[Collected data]
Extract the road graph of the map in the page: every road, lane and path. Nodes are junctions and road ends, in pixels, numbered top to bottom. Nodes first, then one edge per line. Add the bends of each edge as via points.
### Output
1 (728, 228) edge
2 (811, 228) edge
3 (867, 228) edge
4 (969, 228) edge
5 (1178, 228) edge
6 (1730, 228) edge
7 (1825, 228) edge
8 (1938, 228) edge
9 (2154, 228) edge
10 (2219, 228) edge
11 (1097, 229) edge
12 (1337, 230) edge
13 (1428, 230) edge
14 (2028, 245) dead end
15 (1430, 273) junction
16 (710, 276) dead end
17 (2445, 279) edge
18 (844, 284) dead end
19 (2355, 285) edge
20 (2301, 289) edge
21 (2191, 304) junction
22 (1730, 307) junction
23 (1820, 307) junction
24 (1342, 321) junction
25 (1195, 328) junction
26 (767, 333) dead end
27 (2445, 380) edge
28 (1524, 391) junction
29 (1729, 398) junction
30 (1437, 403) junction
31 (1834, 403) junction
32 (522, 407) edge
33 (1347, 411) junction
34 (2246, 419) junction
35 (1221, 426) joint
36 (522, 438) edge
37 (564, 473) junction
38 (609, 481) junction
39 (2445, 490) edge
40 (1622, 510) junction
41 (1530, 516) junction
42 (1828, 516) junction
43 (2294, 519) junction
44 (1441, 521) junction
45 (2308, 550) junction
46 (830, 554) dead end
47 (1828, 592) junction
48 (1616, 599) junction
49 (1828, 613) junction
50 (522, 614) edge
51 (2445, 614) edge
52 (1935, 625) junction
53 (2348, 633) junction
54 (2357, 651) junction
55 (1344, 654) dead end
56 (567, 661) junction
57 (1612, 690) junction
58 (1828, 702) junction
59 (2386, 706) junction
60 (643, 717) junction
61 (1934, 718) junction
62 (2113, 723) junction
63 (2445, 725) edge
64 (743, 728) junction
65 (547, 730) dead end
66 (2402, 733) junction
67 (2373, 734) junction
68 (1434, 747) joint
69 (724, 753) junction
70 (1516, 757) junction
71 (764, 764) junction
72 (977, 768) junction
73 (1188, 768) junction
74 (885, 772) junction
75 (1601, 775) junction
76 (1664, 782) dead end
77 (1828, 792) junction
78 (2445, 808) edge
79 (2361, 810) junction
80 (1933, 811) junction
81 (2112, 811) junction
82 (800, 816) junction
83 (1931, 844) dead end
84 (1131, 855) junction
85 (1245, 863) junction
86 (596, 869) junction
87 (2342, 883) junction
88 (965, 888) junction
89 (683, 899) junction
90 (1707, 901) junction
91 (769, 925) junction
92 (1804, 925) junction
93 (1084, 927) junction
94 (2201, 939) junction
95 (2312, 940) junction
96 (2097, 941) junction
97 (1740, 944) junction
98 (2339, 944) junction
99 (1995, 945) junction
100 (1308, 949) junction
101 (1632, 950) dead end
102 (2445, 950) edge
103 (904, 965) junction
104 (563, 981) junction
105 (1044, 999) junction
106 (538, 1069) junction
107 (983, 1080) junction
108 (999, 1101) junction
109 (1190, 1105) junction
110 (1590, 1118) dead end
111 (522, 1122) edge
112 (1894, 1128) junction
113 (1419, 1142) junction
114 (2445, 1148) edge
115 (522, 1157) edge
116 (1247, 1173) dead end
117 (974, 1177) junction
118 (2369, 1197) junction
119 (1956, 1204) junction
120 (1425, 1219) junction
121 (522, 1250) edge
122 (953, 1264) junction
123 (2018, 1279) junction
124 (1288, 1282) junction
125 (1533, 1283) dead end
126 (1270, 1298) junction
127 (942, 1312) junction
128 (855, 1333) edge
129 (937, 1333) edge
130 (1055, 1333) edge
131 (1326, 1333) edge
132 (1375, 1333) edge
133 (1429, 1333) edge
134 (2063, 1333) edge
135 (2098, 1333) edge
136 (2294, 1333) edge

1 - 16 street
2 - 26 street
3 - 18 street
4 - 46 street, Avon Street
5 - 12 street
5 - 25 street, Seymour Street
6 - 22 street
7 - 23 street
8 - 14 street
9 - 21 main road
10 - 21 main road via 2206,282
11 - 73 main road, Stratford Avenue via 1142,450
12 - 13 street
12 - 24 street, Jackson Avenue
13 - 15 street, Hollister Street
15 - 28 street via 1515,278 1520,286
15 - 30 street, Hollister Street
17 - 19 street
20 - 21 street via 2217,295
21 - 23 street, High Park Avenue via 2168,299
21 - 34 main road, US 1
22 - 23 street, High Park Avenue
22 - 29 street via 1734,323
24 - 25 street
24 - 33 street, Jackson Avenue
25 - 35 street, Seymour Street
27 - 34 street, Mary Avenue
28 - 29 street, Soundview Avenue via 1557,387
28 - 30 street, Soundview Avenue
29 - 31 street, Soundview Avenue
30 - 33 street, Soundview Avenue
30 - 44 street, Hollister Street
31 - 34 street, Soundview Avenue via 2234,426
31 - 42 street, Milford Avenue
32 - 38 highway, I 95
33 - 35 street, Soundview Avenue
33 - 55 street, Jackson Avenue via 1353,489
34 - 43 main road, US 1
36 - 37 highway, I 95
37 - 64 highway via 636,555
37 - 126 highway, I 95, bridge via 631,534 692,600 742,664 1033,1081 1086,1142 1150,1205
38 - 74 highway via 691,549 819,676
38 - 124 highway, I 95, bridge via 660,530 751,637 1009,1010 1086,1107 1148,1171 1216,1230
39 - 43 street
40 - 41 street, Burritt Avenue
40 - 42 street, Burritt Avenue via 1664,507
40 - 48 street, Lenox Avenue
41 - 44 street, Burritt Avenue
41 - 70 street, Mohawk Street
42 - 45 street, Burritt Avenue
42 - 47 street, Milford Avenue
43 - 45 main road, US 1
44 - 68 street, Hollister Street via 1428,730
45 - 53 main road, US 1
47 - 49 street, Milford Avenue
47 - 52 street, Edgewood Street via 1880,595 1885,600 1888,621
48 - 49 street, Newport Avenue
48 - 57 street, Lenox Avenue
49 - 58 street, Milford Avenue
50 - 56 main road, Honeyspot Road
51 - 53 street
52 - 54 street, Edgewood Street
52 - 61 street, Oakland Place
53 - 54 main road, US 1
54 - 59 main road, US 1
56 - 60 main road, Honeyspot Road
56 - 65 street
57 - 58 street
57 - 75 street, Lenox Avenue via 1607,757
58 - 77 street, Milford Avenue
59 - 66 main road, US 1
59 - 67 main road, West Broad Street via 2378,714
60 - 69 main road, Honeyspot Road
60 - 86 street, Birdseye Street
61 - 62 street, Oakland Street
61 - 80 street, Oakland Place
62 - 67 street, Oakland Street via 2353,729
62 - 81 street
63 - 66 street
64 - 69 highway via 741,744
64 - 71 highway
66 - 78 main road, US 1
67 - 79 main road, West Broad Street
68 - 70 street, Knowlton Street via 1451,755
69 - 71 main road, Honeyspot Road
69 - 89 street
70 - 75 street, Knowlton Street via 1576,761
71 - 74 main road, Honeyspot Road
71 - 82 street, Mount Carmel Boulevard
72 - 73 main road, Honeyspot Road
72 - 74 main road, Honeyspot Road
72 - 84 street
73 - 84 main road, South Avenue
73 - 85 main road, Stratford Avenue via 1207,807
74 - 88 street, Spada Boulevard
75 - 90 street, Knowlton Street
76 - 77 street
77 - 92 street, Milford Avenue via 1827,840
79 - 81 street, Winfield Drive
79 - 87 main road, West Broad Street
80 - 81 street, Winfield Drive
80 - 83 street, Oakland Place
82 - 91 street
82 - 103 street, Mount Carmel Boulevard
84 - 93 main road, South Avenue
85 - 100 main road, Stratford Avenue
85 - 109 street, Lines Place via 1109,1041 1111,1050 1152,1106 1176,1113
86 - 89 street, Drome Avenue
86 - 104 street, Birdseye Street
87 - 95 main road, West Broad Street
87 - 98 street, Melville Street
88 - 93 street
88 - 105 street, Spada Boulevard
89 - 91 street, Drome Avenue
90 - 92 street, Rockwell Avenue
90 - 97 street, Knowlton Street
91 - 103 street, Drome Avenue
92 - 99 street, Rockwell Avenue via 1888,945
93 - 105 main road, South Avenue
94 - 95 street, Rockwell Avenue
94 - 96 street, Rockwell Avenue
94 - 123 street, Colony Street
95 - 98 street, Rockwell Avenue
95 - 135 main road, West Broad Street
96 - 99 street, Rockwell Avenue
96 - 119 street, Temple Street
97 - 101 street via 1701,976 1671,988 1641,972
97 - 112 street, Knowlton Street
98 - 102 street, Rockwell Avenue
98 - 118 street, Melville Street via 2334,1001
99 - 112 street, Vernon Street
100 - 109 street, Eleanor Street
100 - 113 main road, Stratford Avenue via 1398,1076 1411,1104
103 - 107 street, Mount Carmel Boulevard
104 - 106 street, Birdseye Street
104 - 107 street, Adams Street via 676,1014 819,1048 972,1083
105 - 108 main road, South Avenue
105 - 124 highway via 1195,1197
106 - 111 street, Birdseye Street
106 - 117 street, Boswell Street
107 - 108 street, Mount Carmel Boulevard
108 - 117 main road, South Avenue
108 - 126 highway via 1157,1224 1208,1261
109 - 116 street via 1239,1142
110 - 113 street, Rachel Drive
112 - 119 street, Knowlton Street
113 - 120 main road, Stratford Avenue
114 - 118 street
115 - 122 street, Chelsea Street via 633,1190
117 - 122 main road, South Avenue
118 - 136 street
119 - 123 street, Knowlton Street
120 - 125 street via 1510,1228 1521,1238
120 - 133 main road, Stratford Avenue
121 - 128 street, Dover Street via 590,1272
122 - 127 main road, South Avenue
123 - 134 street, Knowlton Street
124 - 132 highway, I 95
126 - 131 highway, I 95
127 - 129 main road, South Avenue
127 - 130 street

* **Your objective**: Among the entries above, identify all lines with "Milford" and copy them.

* **Problem solution**:
31 - 42 street, Milford Avenue
42 - 47 street, Milford Avenue
47 - 49 street, Milford Avenue
49 - 58 street, Milford Avenue
58 - 77 street, Milford Avenue
77 - 92 street, Milford Avenue via 1827,840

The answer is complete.